Link to paper, which was infuriatingly hard to get hold of (had to actually
contact the journal to get it)

http://www.nature.com/nature/journal/v488/n7413/full/nature11374.html?WT.mc_id=TWT_NatureClimate
On Aug 30, 2012 1:01 AM, "Rau, Greg" <[email protected]> wrote:

> 'Vast reservoir' of methane locked beneath beneath Antarctic ice sheet
>
> Scientists say as much as 4bn tonnes of the potent greenhouse gas could be
> released into the atmosphere if ice melts
>
>  *
> Press Association
>  *   guardian.co.uk<http://www.guardian.co.uk/>, Wednesday 29 August 2012
> 13.00 EDT
>
> [
> http://static.guim.co.uk/sys-images/Environment/Pix/columnists/2011/11/7/1320673975918/Satellite-Eye-on-Earth--I-007.jpg
> ]
> Half the West Antarctic ice sheet and a quarter of the East Antarctic
> sheet lie on pre-glacial sedimentary basins containing around 21,000bn
> tonnes of carbon, said the scientists.
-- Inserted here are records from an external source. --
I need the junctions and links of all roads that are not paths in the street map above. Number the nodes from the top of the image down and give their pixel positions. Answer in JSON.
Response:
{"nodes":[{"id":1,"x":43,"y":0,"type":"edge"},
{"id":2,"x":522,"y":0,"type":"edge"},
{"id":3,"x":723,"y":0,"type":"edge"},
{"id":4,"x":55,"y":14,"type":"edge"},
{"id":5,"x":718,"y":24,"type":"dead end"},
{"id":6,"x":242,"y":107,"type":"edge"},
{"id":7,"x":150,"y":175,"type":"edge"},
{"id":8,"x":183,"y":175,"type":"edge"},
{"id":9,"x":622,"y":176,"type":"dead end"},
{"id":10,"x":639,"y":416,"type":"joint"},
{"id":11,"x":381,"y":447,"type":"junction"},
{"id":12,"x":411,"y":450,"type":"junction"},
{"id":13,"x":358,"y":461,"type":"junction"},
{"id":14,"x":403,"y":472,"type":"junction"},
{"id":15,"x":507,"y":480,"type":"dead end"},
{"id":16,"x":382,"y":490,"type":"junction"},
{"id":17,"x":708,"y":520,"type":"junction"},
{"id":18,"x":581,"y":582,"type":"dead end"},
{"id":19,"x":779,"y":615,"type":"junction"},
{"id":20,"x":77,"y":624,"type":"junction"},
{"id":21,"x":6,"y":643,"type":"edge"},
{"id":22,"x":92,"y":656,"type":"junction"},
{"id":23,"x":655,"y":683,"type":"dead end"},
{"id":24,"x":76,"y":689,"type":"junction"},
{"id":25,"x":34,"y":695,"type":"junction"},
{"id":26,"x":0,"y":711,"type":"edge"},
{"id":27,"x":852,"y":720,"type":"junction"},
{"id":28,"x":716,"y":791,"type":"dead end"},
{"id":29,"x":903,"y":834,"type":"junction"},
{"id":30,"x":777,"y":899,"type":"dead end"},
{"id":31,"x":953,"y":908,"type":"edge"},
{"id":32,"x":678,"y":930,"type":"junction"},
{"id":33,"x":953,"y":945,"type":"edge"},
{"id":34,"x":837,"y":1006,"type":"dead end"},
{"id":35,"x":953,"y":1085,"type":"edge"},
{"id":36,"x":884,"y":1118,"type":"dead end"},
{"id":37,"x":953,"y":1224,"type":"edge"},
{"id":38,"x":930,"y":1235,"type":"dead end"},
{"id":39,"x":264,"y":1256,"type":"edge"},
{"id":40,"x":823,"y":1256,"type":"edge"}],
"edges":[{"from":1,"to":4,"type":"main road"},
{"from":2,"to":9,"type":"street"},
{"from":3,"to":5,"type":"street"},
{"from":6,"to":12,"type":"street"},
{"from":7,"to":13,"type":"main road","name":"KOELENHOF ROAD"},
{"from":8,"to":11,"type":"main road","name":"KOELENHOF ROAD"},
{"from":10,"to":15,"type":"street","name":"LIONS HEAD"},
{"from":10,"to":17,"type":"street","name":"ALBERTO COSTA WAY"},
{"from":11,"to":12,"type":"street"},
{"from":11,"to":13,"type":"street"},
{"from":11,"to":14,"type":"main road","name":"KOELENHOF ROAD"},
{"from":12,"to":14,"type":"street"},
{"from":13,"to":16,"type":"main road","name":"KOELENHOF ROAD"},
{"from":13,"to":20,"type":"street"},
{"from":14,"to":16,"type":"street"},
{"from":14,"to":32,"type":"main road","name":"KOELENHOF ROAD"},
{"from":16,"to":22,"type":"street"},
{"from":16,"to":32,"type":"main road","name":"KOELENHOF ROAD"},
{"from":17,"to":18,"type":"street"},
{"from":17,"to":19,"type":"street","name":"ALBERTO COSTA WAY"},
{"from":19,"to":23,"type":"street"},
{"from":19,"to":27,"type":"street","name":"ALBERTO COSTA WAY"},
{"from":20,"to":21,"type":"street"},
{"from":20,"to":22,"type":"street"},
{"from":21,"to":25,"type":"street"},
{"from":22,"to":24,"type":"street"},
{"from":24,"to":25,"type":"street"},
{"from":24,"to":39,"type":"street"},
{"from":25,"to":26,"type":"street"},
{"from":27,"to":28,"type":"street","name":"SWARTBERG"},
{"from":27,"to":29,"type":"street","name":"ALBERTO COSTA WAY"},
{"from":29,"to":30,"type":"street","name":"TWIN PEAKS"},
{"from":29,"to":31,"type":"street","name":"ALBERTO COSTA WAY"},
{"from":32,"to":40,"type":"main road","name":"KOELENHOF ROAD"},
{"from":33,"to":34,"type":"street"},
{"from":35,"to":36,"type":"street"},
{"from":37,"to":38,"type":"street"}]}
Photograph: Nasa
>
> A vast reservoir of the potent greenhouse gas methane may be locked
> beneath the Antarctic ice sheet, a study suggests.
>
> Scientists say the gas could be released into the atmosphere if enough of
> the ice melts away, adding to global warming.
>
> Research indicates that ancient deposits of organic matter may have been
> converted to methane by microbes living in low-oxygen conditions.
>
> The organic material dates back to a period 35m years ago when the
> Antarctic was much warmer than it is today and teeming with life.
>
> Study co-author Prof Slawek Tulaczyk, from the University of California at
> Santa Barbara, said: "Some of the organic material produced by this life
> became trapped in sediments, which then were cut off from the rest of the
> world when the ice sheet grew. Our modelling shows that over millions of
> years, microbes may have turned this old organic carbon into methane."
>
> Half the West Antarctic ice sheet and a quarter of the East Antarctic
> sheet lie on pre-glacial sedimentary basins containing around 21,000bn
> tonnes of carbon, said the scientists, writing in the journal Nature.
>
> British co-author Prof Jemma Wadham, from the University of Bristol, said:
> "This is an immense amount of organic carbon, more than 10 times the size
> of carbon stocks in northern permafrost regions.
>
> "Our laboratory experiments tell us that these sub-ice environments are
> also biologically active, meaning that this organic carbon is probably
> being metabolised into carbon dioxide and methane gas by microbes."
>
> The amount of frozen and free methane gas beneath the ice sheets could
> amount to 4bn tonnes, the researchers estimate.
>
> Disappearing ice could free enough of the gas to have an impact on future
> global climate change<http://www.guardian.co.uk/environment/climate-change>,
> they believe.
>
> "Our study highlights the need for continued scientific exploration of
> remote sub-ice environments in Antarctica<
> http://www.guardian.co.uk/world/antarctica> because they may have far
> greater impact on Earth's climate system than we have appreciated in the
> past," said Prof Tulaczyk.
>
> The Antarctic ice sheet covers the southern continent's land mass and not
> the sea around it. Methane hydrates - a combination of frozen water ice and
> methane - are also found at the bottom of the oceans where they form as a
> result of cold temperatures and high pressures.